The original chart is now lost, but medieval copies allow us to reconstruct how this diagram might have looked. Its historic title is unknown, so it is nowadays code-named the "Great Stemma" (GS). You can see a provisional reconstruction of it online on my website, which serves as a long-term data-dump for my research (and is not especially easy to read).

The book will a good read. Using a narrative in the style of a documentary film, Expositor meets with investigators, proceeds from clue to clue, skirts dead ends, and climaxes at a solution which reveals  the origin of the GS. As the story unfolds, it emerges that the chart is five centuries older than previously thought, probably drawn with disciplined skill and careful design in about 420 AD.

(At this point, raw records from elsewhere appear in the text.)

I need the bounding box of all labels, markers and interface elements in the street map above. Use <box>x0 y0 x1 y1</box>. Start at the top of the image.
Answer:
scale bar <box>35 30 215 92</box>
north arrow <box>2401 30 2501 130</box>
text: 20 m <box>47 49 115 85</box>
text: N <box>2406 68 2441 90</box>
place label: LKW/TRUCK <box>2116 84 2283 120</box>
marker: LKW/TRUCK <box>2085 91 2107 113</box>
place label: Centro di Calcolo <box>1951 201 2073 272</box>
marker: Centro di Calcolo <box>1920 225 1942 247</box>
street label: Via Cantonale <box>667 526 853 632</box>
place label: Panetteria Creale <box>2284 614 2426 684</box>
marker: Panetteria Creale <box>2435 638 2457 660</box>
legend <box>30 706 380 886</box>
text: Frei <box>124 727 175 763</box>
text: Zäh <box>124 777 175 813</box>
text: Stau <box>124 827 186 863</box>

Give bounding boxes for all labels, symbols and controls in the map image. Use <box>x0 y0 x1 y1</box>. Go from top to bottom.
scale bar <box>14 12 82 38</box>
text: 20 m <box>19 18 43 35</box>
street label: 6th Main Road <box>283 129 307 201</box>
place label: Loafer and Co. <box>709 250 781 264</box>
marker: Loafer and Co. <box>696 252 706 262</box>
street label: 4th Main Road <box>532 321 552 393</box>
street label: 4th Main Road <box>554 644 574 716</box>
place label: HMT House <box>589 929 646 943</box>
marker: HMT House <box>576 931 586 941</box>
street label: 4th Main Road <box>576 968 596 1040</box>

Expositor will propose that the GS was inspired not by maps or geometry, but by board games and the abacus, and relates how it was the progenitor of a 16th-century craze for genealogy as well as a remarkable Chinese chart, along with all our modern trees, timelines and mind-maps. The book culminates in a discussion of what it means to visualize information.

The Roman-era chart effectively invented a new technology, leading up to the graphic user interface used in every touch-screen today. I argue that diagrams and visual displays exploit the computing power of human vision to short-cut reasoning tasks. Cognitive science is only now able to grasp what a major shift in human culture this was. My research places that shift in the ancient world.